It remains for us to compare the one army with the other as regards either the numbers or the quality of the troops or the strength of the allied forces.
Now the census for that period gives 250,000 persons. In all the revolts of the Latin league ten legions were raised, consisting almost entirely of city troops.
Often during those years four or five armies were engaged simultaneously in Etruria, in Umbria (where they had to meet the Gauls as well), in Samnium, and in Lucania.
Then as regards the attitude of the various Italian tribes —the whole of Latium with the Sabines, Volscians, and Aequi, the whole of Campania, parts of Umbria and Etruria, the Picentines, the Marsi, and Paeligni, the Vestinians and Apulians, to which we should add the entire coast of the western sea, with its Greek population, stretching from Thurii to Neapolis and Cumae, and from there as far as Antium and Ostia —all these nationalities he would have found to be either strong allies of Rome or reduced to impotence by Roman arms.
He would have crossed the sea with his Macedonian veterans, amounting to not more than 30,000 men and 4000 cavalry, mostly Thracian. This formed all his real strength. If he had brought over in addition Persian and Indians and other Orientals, he would have found them a hindrance rather than a help.
We must remember also that the Romans had a reserve to draw upon at home, but Alexander, warring on a foreign soil, would have found his army diminished by the wastage of war, as happened afterwards to Hannibal.

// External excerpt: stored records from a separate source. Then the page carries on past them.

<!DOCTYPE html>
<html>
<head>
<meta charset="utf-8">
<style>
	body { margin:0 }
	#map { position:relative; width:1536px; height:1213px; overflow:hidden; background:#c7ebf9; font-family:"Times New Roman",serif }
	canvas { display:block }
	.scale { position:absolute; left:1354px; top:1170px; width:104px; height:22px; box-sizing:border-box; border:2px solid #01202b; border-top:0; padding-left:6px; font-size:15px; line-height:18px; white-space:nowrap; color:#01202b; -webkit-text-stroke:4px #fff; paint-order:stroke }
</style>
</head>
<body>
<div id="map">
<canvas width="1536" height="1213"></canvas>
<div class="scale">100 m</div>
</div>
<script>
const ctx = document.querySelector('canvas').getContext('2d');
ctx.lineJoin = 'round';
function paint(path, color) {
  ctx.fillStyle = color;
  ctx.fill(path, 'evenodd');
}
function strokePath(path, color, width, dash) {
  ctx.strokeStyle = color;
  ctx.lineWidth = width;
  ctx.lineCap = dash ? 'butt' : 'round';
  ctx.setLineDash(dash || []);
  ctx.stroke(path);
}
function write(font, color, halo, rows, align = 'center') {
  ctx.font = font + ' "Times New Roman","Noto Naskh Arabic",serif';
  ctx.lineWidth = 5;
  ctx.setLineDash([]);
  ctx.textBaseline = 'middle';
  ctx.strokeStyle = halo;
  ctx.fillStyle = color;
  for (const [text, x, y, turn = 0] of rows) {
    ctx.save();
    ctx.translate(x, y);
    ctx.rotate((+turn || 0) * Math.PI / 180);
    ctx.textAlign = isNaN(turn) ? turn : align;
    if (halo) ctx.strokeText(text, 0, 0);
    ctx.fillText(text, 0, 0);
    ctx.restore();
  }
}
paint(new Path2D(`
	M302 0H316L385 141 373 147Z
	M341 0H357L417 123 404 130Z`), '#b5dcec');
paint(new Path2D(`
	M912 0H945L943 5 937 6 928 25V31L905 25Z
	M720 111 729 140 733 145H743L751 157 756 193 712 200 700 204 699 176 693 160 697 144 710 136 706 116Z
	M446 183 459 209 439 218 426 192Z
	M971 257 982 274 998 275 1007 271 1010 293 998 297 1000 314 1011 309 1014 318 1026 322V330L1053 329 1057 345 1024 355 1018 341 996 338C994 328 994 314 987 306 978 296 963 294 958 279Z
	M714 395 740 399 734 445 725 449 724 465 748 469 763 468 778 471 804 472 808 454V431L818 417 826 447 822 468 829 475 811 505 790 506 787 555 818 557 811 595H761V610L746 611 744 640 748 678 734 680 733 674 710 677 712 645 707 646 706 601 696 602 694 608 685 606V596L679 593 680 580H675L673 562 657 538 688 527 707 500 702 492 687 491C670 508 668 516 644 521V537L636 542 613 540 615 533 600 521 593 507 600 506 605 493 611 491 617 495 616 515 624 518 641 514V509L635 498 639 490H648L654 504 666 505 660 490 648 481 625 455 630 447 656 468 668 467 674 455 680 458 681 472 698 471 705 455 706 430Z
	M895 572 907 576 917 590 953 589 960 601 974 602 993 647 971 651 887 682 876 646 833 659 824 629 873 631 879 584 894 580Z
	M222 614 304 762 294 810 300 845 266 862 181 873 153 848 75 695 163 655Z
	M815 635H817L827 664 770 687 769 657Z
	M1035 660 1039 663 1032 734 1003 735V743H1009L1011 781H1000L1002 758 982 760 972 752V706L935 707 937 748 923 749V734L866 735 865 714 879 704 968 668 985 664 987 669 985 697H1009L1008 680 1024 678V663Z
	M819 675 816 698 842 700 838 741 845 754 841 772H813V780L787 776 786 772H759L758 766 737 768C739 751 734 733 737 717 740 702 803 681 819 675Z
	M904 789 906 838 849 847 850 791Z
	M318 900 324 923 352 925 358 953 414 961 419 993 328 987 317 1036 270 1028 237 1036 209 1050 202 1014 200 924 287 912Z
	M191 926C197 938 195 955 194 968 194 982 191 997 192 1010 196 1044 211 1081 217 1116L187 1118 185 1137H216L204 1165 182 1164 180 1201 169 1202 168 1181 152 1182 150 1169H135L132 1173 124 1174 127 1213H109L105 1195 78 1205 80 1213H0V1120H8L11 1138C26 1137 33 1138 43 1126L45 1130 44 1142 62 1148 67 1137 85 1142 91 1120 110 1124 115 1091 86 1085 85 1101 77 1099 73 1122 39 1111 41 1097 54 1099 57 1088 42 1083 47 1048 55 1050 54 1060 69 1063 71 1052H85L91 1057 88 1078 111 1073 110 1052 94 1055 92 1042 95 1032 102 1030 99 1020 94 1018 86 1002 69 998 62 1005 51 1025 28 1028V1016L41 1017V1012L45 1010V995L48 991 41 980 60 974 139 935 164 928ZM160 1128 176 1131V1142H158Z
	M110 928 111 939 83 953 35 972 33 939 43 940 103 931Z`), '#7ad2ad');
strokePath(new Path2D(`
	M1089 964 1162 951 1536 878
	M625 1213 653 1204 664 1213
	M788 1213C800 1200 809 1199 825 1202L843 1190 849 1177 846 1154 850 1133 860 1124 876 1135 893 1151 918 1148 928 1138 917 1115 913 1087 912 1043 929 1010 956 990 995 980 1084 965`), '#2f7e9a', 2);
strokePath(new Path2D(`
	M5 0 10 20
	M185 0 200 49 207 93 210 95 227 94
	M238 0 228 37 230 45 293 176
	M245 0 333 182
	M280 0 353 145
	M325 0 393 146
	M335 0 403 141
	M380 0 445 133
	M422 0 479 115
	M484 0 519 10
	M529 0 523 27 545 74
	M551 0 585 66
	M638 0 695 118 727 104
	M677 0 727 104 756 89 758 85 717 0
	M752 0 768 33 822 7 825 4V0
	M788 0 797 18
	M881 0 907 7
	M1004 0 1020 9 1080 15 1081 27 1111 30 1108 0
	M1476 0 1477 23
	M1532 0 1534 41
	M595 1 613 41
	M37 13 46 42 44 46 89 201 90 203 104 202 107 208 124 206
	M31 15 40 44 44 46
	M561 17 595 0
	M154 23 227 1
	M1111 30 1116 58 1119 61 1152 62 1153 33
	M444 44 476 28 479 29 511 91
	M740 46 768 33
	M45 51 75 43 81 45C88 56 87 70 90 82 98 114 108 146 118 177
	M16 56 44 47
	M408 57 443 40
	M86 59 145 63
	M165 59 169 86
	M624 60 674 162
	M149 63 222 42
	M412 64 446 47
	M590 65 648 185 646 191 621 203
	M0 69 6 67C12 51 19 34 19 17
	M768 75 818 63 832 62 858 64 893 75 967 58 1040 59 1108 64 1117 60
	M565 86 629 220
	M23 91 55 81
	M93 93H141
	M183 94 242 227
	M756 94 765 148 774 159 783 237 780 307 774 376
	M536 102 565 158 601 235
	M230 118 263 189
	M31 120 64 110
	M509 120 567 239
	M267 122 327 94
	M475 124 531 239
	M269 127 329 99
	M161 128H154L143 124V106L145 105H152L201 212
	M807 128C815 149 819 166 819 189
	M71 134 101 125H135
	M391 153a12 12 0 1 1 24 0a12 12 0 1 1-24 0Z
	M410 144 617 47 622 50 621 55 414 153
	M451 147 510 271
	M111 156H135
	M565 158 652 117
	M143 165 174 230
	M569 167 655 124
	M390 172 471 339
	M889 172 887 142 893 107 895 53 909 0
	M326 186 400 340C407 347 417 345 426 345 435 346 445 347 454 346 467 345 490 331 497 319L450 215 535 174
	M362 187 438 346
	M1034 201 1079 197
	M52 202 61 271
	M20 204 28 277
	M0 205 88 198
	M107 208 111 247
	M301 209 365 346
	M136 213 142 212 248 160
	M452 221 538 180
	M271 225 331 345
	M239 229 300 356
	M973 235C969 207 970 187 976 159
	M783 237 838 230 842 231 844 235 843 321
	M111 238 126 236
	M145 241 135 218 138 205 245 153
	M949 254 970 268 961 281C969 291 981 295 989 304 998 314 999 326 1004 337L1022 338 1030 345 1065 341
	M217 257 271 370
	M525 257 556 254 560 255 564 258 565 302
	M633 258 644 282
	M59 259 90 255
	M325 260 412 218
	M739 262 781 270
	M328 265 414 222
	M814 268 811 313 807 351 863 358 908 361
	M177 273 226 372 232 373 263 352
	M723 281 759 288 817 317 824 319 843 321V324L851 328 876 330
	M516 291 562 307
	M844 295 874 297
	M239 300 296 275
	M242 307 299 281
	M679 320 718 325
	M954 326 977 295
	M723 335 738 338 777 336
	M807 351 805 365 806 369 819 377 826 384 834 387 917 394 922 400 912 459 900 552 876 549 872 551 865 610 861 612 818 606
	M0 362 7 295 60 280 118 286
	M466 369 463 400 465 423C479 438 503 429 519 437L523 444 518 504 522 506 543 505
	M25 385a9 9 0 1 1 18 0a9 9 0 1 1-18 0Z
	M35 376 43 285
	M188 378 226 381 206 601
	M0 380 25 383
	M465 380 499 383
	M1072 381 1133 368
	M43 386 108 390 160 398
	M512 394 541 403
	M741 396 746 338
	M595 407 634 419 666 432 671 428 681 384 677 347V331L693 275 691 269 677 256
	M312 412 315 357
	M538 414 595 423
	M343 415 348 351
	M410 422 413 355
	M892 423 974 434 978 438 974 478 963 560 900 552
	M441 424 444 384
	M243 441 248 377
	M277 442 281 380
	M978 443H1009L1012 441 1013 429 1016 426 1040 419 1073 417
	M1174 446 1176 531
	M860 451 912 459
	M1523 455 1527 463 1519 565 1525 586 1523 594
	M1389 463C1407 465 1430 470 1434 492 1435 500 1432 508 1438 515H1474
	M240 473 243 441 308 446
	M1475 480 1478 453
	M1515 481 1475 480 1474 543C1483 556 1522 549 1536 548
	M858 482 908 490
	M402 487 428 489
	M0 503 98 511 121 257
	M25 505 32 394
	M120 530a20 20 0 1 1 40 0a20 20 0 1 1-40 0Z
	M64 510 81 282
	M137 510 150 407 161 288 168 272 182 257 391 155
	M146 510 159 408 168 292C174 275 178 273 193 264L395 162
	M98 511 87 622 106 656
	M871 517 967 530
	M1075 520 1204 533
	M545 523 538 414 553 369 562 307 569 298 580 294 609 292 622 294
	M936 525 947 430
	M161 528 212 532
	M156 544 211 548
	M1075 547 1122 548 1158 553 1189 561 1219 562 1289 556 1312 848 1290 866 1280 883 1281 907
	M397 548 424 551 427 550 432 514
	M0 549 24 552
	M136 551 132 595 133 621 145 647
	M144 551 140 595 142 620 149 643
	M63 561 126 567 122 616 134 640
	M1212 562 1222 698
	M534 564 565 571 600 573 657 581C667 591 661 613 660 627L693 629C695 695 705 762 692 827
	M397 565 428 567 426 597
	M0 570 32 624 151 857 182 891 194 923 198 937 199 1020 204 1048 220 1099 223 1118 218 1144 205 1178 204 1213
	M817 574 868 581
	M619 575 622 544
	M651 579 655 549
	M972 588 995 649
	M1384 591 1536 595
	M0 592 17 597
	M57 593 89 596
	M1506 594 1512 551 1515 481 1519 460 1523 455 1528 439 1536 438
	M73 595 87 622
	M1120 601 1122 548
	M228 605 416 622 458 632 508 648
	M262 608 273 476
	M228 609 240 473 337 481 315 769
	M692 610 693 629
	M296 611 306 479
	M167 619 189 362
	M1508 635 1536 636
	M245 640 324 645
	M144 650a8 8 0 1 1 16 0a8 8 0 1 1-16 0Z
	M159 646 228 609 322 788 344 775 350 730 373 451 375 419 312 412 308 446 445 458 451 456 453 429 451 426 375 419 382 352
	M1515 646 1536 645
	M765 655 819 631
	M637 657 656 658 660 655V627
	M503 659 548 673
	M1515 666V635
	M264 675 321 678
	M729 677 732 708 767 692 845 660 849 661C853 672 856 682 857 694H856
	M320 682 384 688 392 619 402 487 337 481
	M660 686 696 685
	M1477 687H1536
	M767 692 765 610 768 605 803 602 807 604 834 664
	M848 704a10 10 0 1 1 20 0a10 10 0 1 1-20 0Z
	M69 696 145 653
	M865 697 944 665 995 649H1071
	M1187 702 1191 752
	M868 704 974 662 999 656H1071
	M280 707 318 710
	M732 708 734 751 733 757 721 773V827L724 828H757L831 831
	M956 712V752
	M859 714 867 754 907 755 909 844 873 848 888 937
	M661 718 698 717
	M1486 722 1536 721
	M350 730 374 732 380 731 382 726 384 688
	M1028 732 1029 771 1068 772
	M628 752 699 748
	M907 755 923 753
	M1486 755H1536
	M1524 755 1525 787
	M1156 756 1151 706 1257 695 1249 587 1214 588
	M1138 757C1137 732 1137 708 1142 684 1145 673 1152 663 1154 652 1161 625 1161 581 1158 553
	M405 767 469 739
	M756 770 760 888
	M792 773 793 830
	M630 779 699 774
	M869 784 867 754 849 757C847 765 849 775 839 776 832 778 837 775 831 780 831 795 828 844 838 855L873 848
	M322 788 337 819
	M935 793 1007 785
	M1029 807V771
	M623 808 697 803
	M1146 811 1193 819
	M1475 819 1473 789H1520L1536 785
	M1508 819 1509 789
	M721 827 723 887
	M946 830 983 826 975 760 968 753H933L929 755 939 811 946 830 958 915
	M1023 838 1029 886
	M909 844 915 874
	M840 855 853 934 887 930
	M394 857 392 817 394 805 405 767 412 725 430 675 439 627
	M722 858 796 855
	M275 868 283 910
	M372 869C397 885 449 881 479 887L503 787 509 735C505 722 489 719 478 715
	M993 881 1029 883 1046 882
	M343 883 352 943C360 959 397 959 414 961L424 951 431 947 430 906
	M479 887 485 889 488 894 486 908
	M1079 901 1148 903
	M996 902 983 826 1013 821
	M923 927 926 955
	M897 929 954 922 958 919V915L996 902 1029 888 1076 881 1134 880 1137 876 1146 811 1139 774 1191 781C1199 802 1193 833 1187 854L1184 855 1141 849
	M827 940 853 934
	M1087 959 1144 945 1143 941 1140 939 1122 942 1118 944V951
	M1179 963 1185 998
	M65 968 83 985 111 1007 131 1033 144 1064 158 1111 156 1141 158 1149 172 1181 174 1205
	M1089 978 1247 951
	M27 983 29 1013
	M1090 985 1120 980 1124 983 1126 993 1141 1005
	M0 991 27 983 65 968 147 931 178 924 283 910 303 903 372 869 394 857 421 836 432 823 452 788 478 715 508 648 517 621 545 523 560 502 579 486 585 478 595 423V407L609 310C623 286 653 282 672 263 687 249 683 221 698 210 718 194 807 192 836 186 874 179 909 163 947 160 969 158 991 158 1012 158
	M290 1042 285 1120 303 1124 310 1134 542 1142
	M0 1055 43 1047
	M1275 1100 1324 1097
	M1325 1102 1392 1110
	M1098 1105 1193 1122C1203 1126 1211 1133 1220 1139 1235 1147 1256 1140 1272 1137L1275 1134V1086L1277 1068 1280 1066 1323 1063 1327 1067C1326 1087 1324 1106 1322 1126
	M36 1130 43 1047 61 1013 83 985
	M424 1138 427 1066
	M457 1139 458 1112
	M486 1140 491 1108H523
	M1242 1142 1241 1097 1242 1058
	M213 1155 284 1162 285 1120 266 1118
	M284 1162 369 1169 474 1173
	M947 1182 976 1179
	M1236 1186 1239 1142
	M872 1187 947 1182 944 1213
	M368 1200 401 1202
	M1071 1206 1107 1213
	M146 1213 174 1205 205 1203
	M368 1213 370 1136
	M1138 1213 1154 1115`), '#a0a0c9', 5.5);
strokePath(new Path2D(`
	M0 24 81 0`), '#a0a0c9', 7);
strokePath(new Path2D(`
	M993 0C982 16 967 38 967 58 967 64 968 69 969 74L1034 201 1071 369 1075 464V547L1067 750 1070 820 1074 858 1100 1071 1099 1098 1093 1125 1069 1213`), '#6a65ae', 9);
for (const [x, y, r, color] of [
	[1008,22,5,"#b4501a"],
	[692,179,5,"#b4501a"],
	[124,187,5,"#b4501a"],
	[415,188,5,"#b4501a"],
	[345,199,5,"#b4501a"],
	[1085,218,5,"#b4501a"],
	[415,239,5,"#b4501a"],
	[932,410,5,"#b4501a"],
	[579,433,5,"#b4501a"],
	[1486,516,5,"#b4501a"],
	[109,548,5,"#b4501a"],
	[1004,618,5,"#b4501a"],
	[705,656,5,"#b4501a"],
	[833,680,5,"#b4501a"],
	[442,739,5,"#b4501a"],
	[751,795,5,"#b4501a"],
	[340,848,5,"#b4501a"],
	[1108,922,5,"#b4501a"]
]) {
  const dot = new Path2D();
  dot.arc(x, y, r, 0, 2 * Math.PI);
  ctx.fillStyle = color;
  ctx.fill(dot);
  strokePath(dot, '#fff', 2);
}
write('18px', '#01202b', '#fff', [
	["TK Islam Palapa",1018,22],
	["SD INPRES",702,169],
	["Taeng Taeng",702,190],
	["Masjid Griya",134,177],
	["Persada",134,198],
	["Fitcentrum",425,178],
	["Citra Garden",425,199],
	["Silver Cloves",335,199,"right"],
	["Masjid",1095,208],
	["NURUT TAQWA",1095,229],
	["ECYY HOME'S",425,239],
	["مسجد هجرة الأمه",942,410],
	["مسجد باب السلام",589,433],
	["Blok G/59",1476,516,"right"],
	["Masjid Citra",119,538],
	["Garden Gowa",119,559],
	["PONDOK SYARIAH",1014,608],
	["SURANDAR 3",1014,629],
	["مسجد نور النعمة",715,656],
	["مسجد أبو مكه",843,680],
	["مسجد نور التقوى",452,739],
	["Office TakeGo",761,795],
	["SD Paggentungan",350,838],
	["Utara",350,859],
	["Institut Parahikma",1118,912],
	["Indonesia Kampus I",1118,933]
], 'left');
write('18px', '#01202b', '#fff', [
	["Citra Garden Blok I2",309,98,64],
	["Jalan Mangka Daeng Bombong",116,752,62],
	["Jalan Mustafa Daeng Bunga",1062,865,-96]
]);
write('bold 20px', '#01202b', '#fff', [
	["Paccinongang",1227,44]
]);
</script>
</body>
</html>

His men were armed with round shields and long spears, the Romans had the large shield called the scutum, a better protection for the body, and the javelin, a much more effective weapon than the spear whether for hurling or thrusting.
In both armies the soldiers fought in line rank by rank, but the Macedonian phalanx lacked mobility and formed a single unit; the Roman army was more elastic, made up of numerous divisions, which could easily act separately or in combination as required.
Then with regard to fatigue duty, what soldier is better able to stand hard work than the Roman?
If Alexander had been worsted in one battle the war would have been over; what army could have broken the strength of Rome, when Caudium and Cannae failed to do so?
Even if things had gone well with him at first, he would often have been tempted to wish that Persians and Indians and effeminate Asiatics were his foes, and would have confessed that
his former wars had been waged against women, as Alexander of Epirus is reported to have said when after receiving his moral wound was comparing his own fortune with that of this very youth in his Asiatic campaigns.
When I remember that in the first Punic war we fought at sea for twenty-four years, I think that Alexander would hardly have lived long enough to see one war through.
It is quite possible, too, that as Rome and Carthage were at that time leagued together by an old-standing treaty, the same apprehensions might have led those two powerful states to take up arms against the common foe, and Alexander would have been crushed by their combined forces.
Rome has had experience of a Macedonian war, not indeed when Alexander was commanding nor when the resources of Macedon were still unimpaired, but the contests against Antiochus, Philip, and Perses were fought not only without loss but even without risk.
I trust that I shall not give offence when I say that, leaving out of sight the civil wars, we have never found an enemy's cavalry or infantry too much
for us, when we have fought in the open field, on ground equally favourable for both sides, still less when the ground has given us an advantage.
The infantry soldier, with his heavy armour and weapons, may reasonable fear the arrows of Parthian cavalry, or passes invested by the enemy, or country where supplies cannot be brought up,
but he has repulsed a thousand armies more formidable than those of Alexander and his Macedonians, and will repulse them in the future if only the domestic peace and concord which we now enjoy remains undisturbed for all the years to come.